Donc en fait pas du tout comme j'ai fait 

J'espere avoir été clair

JEanlOu


----------



## Didier Guillion (19 Juillet 2005)

Je suis d'accord avec toi Jean-Lou. Cependant, cela ne peut être (a mon avis) sans relation aucune avec le probleme initial. Le C (ou C++) traite les espaces, tab, et retour chariot de la meme facon.
Sauf, peut etre si les retour chariot sont Unix (10) et pas Mac (13).

Cordialement


----------



## jean-lou (19 Juillet 2005)

Didier Guillion a dit:
			
		

> Je suis d'accord avec toi Jean-Lou. Cependant, cela ne peut être (a mon avis) sans relation aucune avec le probleme initial. Le C (ou C++) traite les espaces, tab, et retour chariot de la meme facon.
> Sauf, peut etre si les retour chariot sont Unix (10) et pas Mac (13).
> 
> Cordialement



haha, c'est tout à fait vrai, c'est bien pour ca que je précisais : "rien à voir mais .... " 

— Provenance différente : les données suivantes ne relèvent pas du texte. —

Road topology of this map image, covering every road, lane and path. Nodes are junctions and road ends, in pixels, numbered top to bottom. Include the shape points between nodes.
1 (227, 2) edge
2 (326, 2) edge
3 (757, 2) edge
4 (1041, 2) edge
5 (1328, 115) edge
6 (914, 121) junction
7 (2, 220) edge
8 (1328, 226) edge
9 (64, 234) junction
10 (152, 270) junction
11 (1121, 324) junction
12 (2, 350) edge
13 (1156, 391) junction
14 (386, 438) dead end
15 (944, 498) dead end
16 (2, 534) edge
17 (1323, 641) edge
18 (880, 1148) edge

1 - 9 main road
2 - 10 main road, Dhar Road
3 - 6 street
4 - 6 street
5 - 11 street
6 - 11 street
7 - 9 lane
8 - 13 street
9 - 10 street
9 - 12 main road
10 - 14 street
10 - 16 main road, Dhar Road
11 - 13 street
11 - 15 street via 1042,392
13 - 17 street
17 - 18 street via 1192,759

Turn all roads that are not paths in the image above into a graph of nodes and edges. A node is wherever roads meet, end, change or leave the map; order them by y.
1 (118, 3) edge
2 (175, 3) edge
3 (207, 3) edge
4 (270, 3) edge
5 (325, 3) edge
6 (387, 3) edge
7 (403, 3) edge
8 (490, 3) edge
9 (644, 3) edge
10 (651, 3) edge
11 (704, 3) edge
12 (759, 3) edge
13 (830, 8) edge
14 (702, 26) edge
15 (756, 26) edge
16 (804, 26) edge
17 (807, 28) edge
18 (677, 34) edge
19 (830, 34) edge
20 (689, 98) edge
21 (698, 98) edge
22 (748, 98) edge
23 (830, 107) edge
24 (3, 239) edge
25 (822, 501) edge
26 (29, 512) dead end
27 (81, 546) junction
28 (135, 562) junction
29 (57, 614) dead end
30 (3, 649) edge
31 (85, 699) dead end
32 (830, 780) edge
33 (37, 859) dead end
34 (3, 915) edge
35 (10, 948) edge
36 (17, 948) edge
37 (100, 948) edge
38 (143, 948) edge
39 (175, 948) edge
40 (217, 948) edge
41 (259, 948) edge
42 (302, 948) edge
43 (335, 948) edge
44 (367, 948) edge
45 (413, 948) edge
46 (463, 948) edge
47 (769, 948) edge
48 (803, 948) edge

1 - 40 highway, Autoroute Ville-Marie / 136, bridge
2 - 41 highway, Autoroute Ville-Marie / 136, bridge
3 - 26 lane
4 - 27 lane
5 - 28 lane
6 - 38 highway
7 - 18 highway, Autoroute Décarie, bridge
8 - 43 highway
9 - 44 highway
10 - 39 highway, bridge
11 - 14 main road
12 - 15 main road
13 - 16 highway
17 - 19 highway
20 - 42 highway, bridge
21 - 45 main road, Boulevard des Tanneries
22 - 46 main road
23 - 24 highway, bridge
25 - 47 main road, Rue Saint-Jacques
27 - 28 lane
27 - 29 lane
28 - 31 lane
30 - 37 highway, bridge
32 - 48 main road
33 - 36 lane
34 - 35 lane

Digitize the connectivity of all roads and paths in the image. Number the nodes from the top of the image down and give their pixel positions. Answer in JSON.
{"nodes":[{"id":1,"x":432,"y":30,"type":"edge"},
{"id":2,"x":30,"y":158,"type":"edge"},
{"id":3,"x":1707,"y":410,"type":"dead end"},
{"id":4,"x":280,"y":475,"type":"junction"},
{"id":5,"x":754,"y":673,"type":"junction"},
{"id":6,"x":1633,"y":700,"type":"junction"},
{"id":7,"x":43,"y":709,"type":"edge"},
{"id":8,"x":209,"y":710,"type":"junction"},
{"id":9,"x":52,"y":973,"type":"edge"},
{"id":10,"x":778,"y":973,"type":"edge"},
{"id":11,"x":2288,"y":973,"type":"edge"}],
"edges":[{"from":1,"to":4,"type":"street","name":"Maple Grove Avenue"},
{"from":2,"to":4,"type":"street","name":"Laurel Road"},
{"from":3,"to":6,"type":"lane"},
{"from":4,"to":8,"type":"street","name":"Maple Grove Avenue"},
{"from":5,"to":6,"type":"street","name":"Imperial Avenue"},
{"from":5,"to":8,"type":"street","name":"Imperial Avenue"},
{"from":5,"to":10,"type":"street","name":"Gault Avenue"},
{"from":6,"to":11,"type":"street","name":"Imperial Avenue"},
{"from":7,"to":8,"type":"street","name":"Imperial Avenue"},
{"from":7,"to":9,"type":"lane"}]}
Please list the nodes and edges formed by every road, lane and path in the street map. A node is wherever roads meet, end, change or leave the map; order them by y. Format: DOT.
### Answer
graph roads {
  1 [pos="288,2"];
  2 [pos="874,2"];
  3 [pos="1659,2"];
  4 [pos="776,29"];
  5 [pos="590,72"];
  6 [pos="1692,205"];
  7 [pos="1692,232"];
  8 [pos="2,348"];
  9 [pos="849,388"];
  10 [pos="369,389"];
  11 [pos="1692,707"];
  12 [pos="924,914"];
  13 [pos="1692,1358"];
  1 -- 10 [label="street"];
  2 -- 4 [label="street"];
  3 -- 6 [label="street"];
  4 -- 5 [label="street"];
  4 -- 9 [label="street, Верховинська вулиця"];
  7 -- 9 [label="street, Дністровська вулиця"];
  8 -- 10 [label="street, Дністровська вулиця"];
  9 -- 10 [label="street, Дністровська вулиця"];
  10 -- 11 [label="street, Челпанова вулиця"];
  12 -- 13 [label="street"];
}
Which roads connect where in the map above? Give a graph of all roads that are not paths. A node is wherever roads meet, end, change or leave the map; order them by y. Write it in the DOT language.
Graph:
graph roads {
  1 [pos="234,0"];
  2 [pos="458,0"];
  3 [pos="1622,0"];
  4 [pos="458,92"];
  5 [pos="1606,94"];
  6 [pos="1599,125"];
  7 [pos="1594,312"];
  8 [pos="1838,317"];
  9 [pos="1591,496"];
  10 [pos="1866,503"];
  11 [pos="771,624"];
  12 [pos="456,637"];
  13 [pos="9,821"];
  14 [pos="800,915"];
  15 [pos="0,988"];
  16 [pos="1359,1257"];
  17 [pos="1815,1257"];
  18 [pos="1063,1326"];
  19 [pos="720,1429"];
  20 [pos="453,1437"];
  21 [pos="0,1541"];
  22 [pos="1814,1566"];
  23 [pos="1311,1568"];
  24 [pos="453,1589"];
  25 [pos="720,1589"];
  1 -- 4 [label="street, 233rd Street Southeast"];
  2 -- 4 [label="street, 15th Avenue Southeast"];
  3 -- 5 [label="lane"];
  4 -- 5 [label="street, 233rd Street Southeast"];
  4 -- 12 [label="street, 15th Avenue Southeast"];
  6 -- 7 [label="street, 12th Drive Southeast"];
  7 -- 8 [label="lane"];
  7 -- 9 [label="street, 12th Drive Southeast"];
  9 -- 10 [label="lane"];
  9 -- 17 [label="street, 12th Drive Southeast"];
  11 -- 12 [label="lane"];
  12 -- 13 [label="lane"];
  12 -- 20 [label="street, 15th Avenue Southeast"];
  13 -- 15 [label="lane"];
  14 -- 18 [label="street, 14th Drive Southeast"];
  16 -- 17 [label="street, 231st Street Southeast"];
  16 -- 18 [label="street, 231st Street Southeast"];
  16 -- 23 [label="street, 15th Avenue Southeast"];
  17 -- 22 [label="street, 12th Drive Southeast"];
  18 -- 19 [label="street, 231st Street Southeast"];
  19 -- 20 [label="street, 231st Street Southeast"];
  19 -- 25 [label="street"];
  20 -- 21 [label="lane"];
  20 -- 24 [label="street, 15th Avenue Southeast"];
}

Mais ca lui évitera plein de problème par la suite, ça j'en met ma main au feu

C'est vrai que pour l'instant il reste avec son pb sur les bras 
  

Bonne Chance

JEanlOu


----------



## parallel (19 Juillet 2005)

Rebonjour,

Tout d'abord merci pour les suggestions. Pour les accolades, c'est un vieux réflexe de Eclipse, et le code proposé par la template SDL faisait pareil, donc j'ai pas cherché plus loin, mais je note la remarque quand même.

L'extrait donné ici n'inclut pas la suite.